The orange flowers covered me as I sat in their midst. They smelled bitter, like the white sticky ooze that dribbled out from cut stems. From the tree I watched Sra. Leona writing on the board, and me standing nearby, head lowered, eyes focused on the shiny floor. She finished the equation with a great flourish of taps and scratches on the blackboard and looked at me, a triumphant look on her face.

“And that’s how you do it, all right?”

I came back inside. “All right.”

“You can return to your seat now,” she said, and I walked back as fast as I could, my shoes making a flat sound on the cold marble.

The walk home from school was long. No one walked with me. I didn’t want anyone to know where I lived. I walked past a bar, a grocery store, a doctor’s office, past a botánica, its window plastered with pictures of a blonde Virgin Mary, a bloody Jesus Christ, and a tree with a thick trunk and branches stretching out from it like an umbrella. “The Tree of Life” it was called.

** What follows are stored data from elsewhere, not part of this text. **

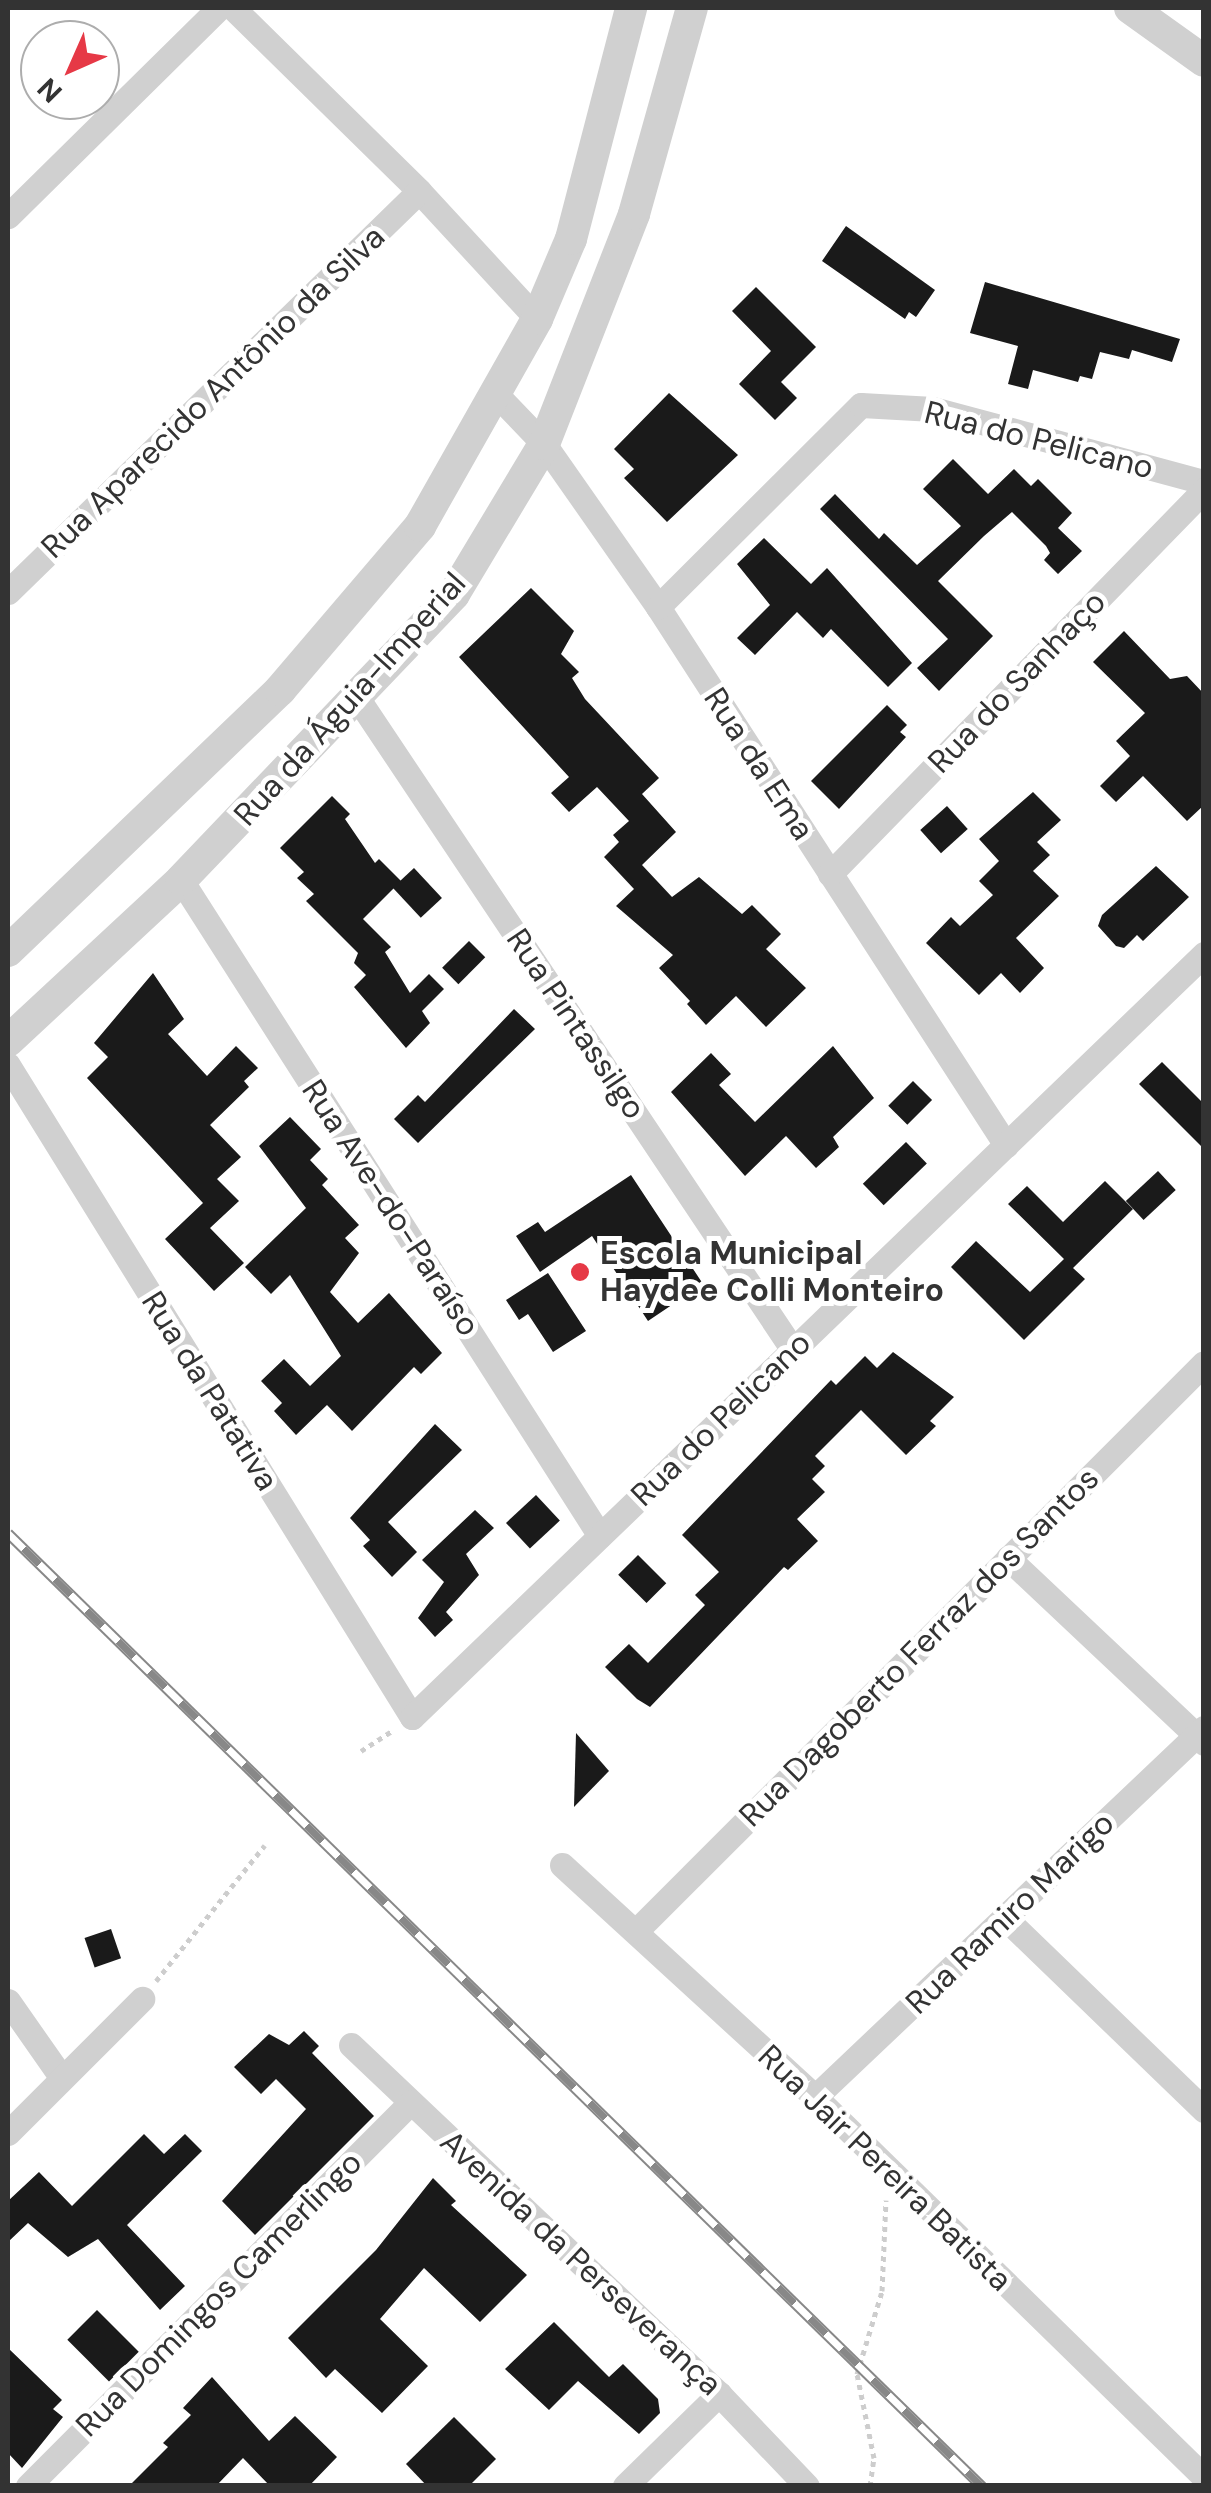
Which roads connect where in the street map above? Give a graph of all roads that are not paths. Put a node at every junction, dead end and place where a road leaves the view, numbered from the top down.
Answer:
1 (218, 8) edge
2 (233, 8) edge
3 (631, 8) edge
4 (692, 8) edge
5 (1130, 8) edge
6 (1204, 61) edge
7 (419, 191) junction
8 (8, 216) edge
9 (537, 319) junction
10 (497, 395) junction
11 (544, 444) junction
12 (1204, 482) edge
13 (1204, 490) edge
14 (8, 592) edge
15 (658, 607) junction
16 (358, 699) junction
17 (830, 874) junction
18 (181, 880) junction
19 (8, 951) edge
20 (1204, 954) edge
21 (8, 1040) edge
22 (8, 1065) edge
23 (1006, 1145) junction
24 (793, 1350) junction
25 (1204, 1363) edge
26 (600, 1536) junction
27 (1008, 1558) junction
28 (412, 1717) joint
29 (1201, 1735) edge
30 (562, 1865) dead end
31 (1006, 1920) junction
32 (636, 1931) junction
33 (142, 1999) road end
34 (8, 2001) edge
35 (351, 2046) dead end
36 (62, 2078) junction
37 (815, 2097) junction
38 (410, 2102) junction
39 (1204, 2110) edge
40 (8, 2133) edge
41 (719, 2394) junction
42 (1204, 2477) edge
43 (28, 2486) edge
44 (625, 2486) edge
45 (807, 2486) edge

1 - 8 street
2 - 7 street
3 - 9 street, Rua da Águia-Imperial
4 - 11 street, Rua da Águia-Imperial
5 - 6 street
7 - 9 street
7 - 14 street, Rua Aparecido Antônio da Silva
9 - 10 street, Rua da Águia-Imperial
10 - 11 street, Rua da Ema
10 - 19 street, Rua da Águia-Imperial
11 - 15 street, Rua da Ema
11 - 16 street, Rua da Águia-Imperial
12 - 15 street, Rua do Pelicano
13 - 17 street, Rua do Sanhaço
15 - 17 street, Rua da Ema
16 - 18 street, Rua da Águia-Imperial
16 - 24 street, Rua Pintassilgo
17 - 23 street, Rua da Ema
18 - 21 street, Rua da Águia-Imperial
18 - 26 street, Rua Ave-do-Paraíso
20 - 23 street, Rua do Pelicano
22 - 28 street, Rua da Patativa
23 - 24 street, Rua do Pelicano
24 - 26 street, Rua do Pelicano
25 - 27 street, Rua Dagoberto Ferraz dos Santos
26 - 28 street, Rua do Pelicano
27 - 29 street
27 - 32 street, Rua Dagoberto Ferraz dos Santos
29 - 31 street, Rua Ramiro Marigo
30 - 32 street, Rua Jair Pereira Batista
31 - 37 street, Rua Ramiro Marigo
31 - 39 street
32 - 37 street, Rua Jair Pereira Batista
33 - 36 street
34 - 36 street
35 - 38 street, Avenida da Perseverança
36 - 40 street
37 - 42 street, Rua Jair Pereira Batista
38 - 41 street, Avenida da Perseverança
38 - 43 street, Rua Domingos Camerlingo
41 - 44 street
41 - 45 street, Avenida da Perseverança

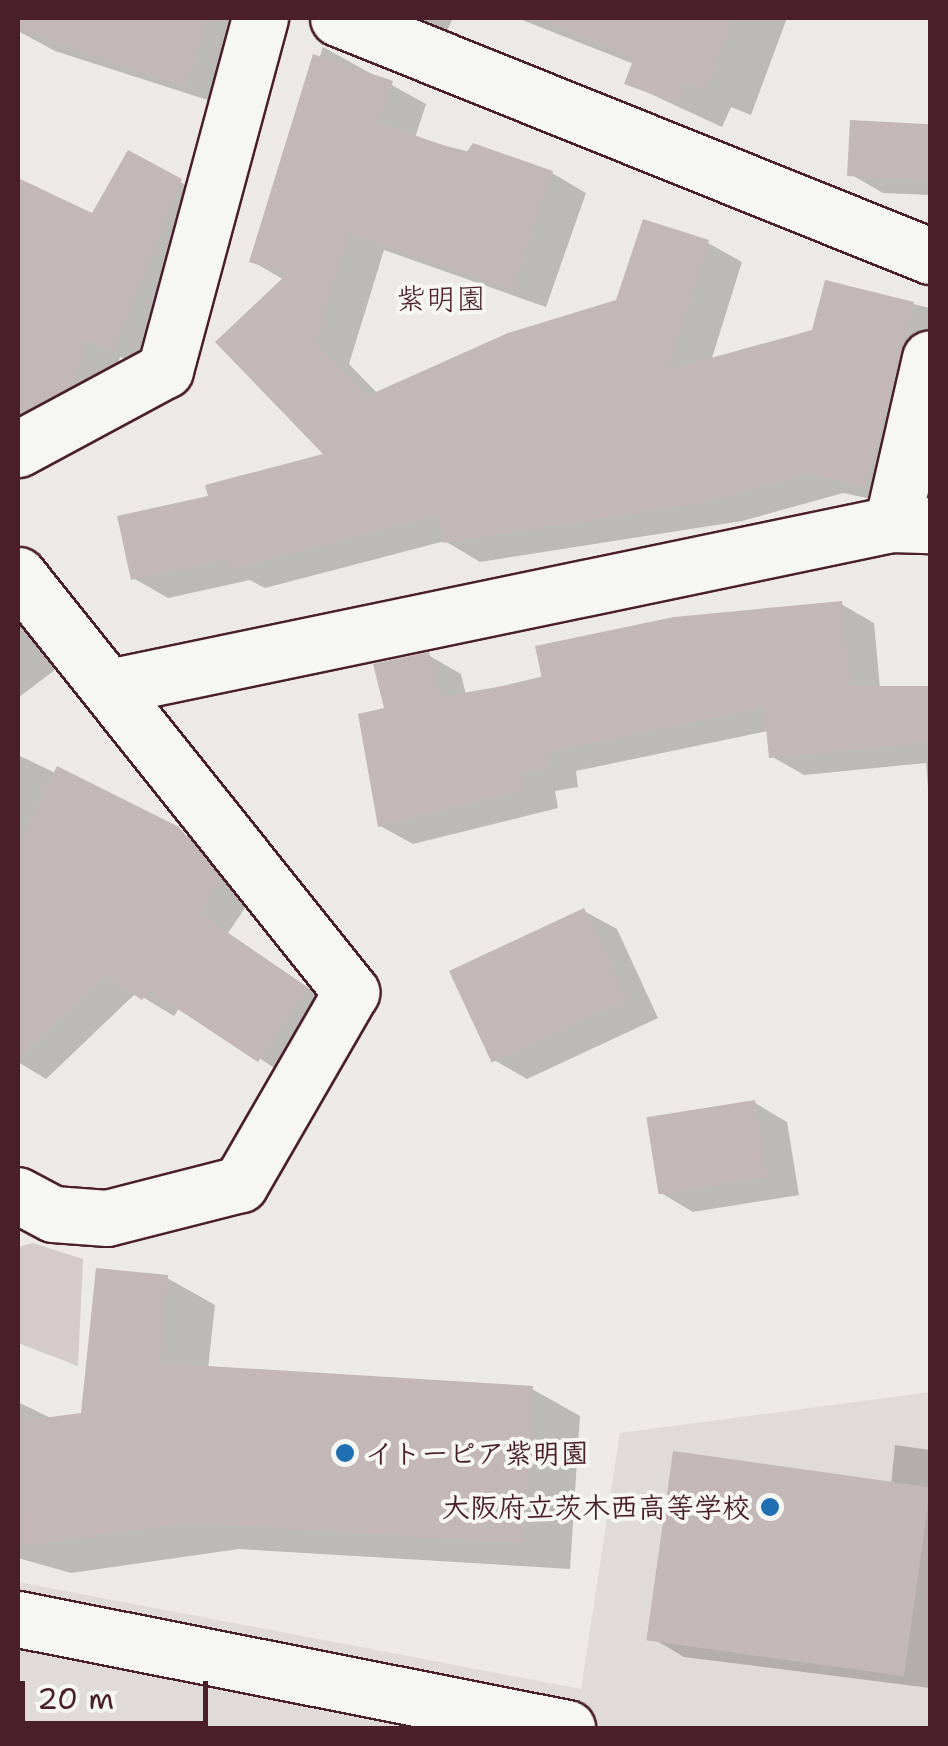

Cement houses with wrought iron porch railings and flowery gardens were clustered behind the businesses. From inside one of the houses, a dog barked as I approached and passed. Inside another, birds chirped a song unlike anything I’d ever heard from birds in the trees of Macún. I wished we lived in one of those houses, with their large rooms and lamps instead of bare bulbs hanging from the ceiling.

Girls from my school walked in groups ahead of me, and one by one they went into these nice homes where mothers, dressed in simple skirts and blouses, with hair neatly combed, no paint on their faces, waited by the door and closed it lovingly after their daughters. Once one of them smiled at me, and I was so grateful I wanted to run into her arms and be swallowed by the ruffles on her blouse. Another gave me a dirty look, as if I had no right to walk on her neat street.

At my door, no one was waiting. Mami was working. Doña Andrea gave me a cup of milk with coffee and a chunk of bread with butter, and then I had to watch my sisters and brothers until Mami came home.

Even though we could walk to school on our own, we were still not allowed to play outside the house. I did my schoolwork and helped my sisters with theirs.